(Saved entries)
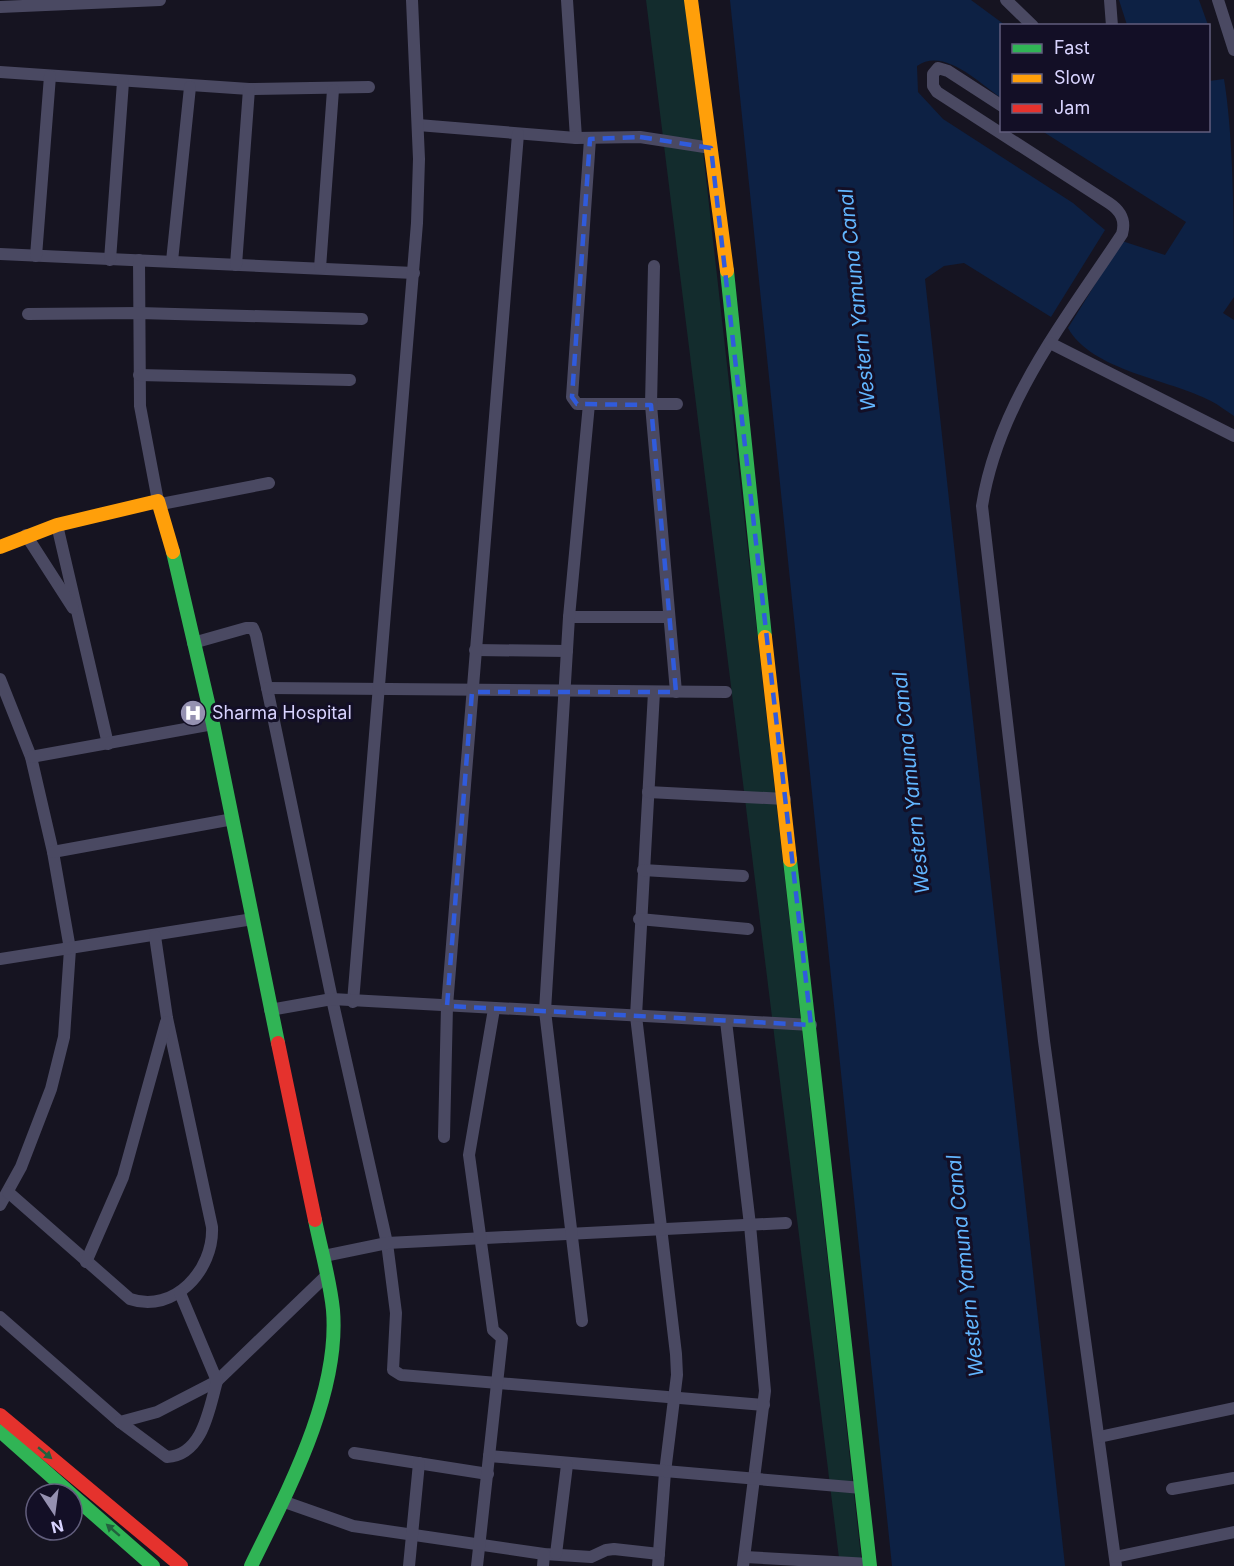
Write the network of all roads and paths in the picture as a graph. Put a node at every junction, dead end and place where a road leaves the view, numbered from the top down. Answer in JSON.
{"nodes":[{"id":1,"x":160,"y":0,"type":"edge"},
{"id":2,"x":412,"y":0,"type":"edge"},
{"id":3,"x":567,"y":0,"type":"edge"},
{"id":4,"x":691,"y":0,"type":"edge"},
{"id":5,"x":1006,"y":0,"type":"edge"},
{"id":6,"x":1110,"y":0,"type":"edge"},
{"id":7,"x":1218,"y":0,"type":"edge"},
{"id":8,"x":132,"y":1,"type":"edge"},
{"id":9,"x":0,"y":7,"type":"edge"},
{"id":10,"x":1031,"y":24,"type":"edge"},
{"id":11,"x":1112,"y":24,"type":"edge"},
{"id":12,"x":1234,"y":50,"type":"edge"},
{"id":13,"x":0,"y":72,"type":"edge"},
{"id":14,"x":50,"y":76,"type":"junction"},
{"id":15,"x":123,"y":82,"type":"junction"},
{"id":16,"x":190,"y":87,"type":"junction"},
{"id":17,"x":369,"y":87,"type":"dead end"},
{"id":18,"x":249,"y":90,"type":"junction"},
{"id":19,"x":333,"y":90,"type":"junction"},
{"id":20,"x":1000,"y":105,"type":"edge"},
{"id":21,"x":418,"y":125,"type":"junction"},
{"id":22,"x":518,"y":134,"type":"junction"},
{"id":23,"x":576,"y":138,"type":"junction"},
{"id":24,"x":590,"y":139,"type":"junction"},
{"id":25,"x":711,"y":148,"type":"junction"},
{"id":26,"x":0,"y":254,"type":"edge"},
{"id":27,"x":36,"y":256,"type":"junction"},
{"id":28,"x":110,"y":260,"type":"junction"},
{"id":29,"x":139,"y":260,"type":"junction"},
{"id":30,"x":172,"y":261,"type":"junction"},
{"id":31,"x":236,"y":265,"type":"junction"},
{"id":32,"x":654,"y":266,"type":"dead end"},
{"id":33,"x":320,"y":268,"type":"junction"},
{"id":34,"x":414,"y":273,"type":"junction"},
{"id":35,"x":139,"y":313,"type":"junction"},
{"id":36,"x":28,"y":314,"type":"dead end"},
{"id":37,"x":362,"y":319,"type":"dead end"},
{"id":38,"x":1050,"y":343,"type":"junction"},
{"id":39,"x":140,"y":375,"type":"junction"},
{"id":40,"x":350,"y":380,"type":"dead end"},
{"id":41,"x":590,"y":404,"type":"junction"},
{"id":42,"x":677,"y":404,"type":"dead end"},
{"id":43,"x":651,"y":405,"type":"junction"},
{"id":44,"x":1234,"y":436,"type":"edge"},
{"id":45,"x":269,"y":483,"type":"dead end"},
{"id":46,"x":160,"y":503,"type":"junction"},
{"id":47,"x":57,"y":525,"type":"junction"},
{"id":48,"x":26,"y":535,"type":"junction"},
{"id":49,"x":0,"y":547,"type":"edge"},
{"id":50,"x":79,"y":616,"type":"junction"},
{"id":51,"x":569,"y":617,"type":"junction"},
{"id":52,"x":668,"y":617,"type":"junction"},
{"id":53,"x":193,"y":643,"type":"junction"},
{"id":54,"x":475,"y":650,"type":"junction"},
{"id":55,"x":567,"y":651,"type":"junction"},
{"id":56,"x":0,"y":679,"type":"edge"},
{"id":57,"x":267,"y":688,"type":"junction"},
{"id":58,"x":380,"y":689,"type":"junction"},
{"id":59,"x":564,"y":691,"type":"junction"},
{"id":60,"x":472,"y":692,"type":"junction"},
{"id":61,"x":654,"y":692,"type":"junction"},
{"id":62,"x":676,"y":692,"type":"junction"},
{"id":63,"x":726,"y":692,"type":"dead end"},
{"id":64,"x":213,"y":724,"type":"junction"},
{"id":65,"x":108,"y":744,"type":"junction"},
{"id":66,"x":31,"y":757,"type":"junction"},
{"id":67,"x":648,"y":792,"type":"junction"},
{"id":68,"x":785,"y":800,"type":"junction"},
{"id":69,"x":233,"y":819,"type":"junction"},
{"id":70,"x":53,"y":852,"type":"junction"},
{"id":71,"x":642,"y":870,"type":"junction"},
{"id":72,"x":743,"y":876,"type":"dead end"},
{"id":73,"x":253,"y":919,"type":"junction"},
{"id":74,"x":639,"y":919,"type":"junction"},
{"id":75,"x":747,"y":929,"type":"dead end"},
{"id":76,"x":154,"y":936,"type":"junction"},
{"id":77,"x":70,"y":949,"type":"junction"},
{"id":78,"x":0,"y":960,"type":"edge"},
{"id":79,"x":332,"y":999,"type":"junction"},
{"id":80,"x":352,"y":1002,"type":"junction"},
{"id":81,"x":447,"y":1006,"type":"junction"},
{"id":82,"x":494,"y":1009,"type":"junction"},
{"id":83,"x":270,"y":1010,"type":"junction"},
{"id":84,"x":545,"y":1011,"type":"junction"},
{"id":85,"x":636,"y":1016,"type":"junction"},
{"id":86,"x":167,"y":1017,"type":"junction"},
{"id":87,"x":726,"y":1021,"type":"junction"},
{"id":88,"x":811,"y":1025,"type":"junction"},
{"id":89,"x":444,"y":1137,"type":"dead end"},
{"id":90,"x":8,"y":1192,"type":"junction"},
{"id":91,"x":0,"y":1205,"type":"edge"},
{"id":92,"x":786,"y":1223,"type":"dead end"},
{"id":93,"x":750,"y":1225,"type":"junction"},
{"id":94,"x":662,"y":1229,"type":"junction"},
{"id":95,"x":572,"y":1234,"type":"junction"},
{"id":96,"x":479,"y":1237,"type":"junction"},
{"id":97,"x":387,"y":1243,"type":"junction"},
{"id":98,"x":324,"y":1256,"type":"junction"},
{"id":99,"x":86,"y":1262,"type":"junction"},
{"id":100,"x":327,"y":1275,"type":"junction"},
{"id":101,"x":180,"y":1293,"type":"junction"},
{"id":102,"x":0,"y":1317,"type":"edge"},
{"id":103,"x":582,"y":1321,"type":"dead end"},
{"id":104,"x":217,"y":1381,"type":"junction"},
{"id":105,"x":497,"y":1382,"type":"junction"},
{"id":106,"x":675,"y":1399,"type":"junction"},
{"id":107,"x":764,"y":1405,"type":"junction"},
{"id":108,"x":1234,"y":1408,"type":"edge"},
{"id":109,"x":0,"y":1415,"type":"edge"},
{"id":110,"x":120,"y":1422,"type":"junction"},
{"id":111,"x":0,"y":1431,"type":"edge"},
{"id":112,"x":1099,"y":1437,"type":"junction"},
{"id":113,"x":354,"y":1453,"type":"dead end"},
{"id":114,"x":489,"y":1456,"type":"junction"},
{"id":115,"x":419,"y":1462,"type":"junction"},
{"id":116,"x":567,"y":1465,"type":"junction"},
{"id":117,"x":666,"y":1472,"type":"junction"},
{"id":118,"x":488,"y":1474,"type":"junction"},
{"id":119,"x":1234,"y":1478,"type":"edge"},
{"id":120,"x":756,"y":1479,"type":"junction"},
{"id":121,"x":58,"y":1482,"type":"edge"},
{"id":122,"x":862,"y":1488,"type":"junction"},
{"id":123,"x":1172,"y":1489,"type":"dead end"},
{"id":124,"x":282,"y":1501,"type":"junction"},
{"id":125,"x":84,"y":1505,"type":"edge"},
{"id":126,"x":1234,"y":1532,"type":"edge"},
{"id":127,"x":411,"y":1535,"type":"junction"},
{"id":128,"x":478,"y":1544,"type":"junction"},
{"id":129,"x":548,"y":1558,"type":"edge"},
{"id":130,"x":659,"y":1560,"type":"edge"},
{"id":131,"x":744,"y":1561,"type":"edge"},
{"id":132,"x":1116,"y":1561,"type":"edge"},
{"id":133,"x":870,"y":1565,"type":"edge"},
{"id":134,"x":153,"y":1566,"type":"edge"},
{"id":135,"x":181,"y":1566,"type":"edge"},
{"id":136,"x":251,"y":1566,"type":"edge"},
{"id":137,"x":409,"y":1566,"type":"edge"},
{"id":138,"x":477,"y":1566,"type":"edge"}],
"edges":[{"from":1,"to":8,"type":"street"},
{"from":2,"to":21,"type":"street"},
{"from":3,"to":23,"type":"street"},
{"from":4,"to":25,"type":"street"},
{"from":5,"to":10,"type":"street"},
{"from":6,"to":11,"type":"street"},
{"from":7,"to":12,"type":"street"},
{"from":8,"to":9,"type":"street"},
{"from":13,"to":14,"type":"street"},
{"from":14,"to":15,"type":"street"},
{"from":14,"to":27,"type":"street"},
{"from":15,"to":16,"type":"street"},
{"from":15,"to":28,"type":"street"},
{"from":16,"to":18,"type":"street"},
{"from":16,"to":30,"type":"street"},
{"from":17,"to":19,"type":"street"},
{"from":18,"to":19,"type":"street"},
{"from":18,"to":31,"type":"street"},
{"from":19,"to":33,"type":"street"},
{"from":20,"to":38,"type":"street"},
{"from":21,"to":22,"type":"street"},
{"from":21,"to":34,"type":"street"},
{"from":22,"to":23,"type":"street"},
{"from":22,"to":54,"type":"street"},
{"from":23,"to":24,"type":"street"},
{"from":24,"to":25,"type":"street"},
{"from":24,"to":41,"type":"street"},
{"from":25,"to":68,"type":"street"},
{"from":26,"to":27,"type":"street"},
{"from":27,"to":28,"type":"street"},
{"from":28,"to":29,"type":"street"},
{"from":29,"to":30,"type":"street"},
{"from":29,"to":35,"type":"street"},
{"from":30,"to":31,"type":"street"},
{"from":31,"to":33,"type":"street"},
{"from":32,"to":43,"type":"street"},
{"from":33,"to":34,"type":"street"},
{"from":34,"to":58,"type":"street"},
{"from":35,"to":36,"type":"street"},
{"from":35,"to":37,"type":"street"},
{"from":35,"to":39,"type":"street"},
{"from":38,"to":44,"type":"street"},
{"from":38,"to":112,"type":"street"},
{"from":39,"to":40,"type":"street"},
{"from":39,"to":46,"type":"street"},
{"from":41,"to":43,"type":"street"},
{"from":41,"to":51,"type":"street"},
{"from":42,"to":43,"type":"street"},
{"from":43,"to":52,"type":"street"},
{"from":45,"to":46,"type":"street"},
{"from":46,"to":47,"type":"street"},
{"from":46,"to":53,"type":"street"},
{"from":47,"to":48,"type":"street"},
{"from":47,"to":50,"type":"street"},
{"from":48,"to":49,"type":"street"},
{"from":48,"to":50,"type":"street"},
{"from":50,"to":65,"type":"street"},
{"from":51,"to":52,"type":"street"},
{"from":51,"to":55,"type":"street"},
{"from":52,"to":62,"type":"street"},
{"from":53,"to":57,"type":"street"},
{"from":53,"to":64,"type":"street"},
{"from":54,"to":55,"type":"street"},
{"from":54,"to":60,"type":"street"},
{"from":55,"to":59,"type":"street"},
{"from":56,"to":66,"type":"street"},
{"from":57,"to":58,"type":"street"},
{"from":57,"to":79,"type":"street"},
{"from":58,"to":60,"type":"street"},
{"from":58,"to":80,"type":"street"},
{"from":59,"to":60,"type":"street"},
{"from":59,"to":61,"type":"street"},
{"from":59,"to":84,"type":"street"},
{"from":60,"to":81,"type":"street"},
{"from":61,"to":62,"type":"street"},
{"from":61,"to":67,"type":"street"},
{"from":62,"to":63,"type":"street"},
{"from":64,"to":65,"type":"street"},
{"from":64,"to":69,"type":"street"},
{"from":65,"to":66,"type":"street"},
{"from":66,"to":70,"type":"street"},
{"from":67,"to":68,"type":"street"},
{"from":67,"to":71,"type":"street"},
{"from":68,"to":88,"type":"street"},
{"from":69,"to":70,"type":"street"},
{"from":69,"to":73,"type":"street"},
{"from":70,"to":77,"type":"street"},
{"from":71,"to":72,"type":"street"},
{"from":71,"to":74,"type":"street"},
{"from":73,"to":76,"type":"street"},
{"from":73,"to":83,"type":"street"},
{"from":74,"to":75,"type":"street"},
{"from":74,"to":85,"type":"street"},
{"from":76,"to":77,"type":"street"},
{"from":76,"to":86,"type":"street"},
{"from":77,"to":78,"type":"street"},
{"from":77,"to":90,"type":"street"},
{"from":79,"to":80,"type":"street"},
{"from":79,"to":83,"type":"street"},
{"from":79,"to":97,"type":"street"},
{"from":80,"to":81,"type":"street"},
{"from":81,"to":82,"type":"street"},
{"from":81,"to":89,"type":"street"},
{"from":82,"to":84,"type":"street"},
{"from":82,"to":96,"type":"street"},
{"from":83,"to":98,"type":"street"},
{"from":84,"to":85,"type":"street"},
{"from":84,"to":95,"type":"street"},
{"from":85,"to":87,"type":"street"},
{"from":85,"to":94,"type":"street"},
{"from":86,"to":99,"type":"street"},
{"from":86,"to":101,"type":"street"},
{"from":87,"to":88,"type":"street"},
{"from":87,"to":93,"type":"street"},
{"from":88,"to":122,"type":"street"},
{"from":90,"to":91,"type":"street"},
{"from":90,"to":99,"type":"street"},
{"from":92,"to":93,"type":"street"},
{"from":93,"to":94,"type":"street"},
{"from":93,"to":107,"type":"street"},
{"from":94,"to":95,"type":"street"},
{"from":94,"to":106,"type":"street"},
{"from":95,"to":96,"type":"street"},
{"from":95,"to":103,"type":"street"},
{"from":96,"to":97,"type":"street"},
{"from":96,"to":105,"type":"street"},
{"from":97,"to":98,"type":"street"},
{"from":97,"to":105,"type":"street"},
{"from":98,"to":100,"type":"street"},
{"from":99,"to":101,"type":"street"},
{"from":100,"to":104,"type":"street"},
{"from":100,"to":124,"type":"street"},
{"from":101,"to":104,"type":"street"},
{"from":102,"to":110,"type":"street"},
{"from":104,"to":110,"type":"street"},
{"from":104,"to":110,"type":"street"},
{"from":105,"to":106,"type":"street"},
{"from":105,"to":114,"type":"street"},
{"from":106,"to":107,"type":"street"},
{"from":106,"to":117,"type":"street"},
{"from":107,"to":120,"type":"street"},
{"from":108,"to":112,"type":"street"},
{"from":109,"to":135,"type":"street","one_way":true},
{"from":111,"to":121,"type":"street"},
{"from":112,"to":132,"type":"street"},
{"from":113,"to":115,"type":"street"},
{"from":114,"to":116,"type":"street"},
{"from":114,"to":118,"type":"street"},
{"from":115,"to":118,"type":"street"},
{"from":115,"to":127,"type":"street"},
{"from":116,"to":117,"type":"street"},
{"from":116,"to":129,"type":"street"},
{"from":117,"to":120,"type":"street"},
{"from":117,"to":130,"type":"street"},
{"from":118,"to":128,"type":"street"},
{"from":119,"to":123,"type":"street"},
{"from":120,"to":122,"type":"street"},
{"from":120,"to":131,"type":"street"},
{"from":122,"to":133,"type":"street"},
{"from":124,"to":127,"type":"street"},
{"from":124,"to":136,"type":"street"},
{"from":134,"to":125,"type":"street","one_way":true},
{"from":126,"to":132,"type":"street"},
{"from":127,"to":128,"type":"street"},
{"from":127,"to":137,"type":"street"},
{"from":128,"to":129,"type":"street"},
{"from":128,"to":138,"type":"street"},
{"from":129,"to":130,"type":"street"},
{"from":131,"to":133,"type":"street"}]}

* _PROBLEM_: Gather up, from the records above, each line where the word "true" appears.

* _PROBLEM SOLUTION_:
{"from":109,"to":135,"type":"street","one_way":true},
{"from":134,"to":125,"type":"street","one_way":true},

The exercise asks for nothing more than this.